If your project needs to open the ability to manage permissions for different Wedia modules (such as DMM, CPCM), you can define in the configuration additional entries to target specific objects based on the families to which they belong.

Processes

Initial setup

As of 2022.5, when restoring the WAR embed NAR file to the application, the new interfaces will be available.
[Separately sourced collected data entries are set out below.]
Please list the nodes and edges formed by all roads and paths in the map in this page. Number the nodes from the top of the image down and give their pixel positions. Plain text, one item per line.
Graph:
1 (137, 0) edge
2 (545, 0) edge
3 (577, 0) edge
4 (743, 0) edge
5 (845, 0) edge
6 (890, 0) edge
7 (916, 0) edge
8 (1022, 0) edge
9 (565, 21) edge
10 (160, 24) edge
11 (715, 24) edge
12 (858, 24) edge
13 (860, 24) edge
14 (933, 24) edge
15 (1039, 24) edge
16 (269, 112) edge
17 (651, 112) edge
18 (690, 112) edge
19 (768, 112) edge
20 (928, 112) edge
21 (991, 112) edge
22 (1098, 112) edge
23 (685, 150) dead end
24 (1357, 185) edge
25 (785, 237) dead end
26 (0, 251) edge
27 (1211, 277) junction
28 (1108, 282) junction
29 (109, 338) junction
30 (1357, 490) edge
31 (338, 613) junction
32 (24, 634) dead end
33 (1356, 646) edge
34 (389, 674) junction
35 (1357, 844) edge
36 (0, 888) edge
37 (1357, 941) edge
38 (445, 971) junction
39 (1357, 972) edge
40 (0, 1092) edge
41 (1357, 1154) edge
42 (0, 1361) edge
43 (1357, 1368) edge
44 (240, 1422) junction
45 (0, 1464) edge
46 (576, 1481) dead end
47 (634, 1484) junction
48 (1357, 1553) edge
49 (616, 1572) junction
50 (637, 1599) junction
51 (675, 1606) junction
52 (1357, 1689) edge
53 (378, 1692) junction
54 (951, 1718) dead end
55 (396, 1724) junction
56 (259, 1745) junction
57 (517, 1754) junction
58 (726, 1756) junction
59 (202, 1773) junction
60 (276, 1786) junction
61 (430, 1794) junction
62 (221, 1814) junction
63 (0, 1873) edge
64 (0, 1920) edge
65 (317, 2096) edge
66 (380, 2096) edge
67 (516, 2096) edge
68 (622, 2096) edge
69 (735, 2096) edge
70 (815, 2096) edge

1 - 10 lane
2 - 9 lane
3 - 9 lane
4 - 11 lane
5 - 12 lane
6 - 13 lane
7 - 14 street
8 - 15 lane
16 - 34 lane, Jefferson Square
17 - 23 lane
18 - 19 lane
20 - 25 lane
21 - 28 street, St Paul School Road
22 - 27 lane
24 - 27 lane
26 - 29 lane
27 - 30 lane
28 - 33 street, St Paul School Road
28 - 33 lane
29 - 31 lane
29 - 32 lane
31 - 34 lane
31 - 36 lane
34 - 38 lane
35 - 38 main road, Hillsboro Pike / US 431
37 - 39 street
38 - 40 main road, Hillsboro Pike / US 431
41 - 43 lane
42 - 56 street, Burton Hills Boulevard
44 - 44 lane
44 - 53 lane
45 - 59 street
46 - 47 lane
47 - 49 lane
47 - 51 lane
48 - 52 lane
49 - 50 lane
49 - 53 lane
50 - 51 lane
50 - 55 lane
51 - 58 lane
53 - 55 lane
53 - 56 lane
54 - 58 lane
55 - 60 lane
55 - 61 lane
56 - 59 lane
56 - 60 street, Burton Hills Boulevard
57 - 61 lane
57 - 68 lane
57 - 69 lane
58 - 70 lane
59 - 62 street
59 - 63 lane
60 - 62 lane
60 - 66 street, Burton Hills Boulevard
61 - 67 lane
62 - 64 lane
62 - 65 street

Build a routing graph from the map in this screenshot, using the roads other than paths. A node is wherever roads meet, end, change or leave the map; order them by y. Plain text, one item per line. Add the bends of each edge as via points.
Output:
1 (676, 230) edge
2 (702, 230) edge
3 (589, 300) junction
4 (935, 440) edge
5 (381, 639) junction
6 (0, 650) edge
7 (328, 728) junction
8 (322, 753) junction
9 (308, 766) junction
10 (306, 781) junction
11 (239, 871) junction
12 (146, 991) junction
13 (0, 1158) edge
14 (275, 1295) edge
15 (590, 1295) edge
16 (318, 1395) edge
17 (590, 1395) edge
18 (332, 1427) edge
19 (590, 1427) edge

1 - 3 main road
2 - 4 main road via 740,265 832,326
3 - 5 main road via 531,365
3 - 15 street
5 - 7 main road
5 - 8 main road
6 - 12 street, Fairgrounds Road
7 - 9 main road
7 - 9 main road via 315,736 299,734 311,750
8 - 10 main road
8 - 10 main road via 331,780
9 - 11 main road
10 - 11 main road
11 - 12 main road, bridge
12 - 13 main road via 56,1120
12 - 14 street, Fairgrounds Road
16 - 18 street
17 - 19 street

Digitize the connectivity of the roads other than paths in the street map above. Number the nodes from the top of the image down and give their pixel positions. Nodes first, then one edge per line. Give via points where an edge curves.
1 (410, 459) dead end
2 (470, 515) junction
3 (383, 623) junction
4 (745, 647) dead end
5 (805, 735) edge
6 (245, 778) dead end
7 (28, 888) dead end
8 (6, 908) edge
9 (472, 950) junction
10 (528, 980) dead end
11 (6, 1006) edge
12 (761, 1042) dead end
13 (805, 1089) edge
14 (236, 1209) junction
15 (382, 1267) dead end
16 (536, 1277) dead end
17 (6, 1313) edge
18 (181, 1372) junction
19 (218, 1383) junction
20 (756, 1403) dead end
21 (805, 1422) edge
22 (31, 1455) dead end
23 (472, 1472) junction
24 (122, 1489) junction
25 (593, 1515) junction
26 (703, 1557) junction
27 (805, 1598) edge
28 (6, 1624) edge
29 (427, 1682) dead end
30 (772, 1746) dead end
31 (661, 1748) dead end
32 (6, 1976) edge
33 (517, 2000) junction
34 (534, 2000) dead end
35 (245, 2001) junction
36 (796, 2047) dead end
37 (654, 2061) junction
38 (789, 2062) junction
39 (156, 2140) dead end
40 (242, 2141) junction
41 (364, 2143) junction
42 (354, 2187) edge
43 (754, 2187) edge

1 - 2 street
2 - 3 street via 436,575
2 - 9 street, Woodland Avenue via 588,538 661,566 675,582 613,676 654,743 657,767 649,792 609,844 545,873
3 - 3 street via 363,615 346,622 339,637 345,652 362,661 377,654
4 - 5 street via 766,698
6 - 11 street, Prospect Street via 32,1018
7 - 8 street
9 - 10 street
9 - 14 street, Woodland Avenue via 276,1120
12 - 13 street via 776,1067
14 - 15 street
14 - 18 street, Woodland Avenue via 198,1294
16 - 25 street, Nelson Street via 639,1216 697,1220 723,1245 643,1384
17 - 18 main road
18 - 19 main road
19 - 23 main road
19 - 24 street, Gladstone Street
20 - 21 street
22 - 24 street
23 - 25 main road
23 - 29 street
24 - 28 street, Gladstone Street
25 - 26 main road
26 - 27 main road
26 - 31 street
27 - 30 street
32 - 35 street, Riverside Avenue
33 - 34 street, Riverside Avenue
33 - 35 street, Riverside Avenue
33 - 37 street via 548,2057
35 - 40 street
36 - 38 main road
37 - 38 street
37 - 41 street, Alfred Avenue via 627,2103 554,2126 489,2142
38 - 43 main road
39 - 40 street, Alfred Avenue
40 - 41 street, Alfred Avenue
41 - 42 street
You will still need to initialize default security permissions by calling the /api/packaged/admin/security/update service. This service has been updated to consider 2 cases:

  1. The plugin parameter enable_role_type_management is set to false (plugin parameter's default value) → behaviour is unchanged: Roles are granted permissions out of embed permissions templates

  2. The plugin parameter enable_role_type_management is set to true (delivered default plugin configuration) → Default provided roles are patched to extend default provided role templates. Permissions are initialized for roles out of role templates.

As an integrator, you can choose to stick to product provided role templates, or to duplicate them and handle them from a project perspective.

Product delivered role templates have IDs of 997, 998 and 999. This guarantees that further created templates will have IDs >= 1000. The product has comfortable provision of 996 role templates.

Initial deployment

Role permissions are initially deployed by delivering structures role, pkgroletemplate, pkgsecugroup and pkgsecupermission.

Application upgrades

Further deliveries of the application should not embed structures role, pkgroletemplate, pkgsecugroup and pkgsecupermission as production environment might differ from other environments due to client changes to permissions.

Project specific rules can still be written in the admin security module. The delivery of the specific rules is independent from the permissions granted from the interface and stored in the above mentioned structures.

Retrieve an environment configuration for debug

If you need to retrieve all permissions configuration from an environment to another, you need tor backup from source environment

You can the restore data from these structures (replace all data) as well as the security file.

This procedure should not be used to deploy new roles to a production environment as you would loose configuration done on target environment.